»»
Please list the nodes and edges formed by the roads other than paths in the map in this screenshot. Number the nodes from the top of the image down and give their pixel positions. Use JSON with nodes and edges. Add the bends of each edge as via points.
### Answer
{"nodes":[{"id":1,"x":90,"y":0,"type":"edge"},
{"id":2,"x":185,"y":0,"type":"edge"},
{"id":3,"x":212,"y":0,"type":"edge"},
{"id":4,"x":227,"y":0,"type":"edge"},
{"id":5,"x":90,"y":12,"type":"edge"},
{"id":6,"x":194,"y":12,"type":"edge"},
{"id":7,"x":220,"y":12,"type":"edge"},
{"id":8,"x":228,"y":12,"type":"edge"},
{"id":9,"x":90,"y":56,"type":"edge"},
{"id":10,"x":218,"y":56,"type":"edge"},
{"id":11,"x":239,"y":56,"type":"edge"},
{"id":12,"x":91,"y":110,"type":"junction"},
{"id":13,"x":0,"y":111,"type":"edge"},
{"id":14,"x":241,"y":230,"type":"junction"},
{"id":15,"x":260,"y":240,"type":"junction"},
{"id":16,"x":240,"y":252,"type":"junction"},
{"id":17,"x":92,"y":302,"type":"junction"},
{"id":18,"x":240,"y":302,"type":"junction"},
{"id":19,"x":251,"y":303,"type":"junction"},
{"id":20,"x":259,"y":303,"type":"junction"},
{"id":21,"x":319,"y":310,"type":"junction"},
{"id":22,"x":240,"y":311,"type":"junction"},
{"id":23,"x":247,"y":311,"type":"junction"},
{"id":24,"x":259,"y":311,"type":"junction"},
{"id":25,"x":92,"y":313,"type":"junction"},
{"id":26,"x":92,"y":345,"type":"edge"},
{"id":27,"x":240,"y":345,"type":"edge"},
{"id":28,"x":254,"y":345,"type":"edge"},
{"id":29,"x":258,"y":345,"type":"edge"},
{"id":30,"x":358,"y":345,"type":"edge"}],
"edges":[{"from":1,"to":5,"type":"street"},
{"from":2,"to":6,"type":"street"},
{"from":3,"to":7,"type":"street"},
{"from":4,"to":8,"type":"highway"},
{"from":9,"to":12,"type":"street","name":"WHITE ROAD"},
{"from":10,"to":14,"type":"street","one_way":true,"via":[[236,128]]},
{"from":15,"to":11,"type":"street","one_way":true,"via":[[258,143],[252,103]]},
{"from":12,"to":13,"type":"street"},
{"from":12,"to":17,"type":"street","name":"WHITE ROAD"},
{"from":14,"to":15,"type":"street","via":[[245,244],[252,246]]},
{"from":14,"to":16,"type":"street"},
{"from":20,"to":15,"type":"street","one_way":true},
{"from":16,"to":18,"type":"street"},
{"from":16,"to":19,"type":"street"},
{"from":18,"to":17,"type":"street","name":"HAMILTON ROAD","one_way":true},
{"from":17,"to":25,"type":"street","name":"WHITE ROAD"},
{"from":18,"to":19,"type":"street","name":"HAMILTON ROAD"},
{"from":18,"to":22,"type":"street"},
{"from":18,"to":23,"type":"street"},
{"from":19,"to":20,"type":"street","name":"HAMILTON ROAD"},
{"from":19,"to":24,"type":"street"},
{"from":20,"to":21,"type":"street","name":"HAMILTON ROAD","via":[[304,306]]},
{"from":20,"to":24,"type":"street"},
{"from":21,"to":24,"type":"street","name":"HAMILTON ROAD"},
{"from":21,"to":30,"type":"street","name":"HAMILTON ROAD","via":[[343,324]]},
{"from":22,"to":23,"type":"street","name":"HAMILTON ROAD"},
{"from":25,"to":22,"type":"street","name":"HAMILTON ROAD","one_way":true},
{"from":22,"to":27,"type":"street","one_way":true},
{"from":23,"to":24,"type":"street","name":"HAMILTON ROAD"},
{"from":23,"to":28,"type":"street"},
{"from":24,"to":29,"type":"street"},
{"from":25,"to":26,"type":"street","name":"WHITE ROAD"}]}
««
»»
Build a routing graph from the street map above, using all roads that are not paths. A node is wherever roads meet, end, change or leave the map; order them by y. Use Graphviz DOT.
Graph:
««
Task description — How many lines of the listing hold the string "paths"? Give the number alone.

Reply to the task — 2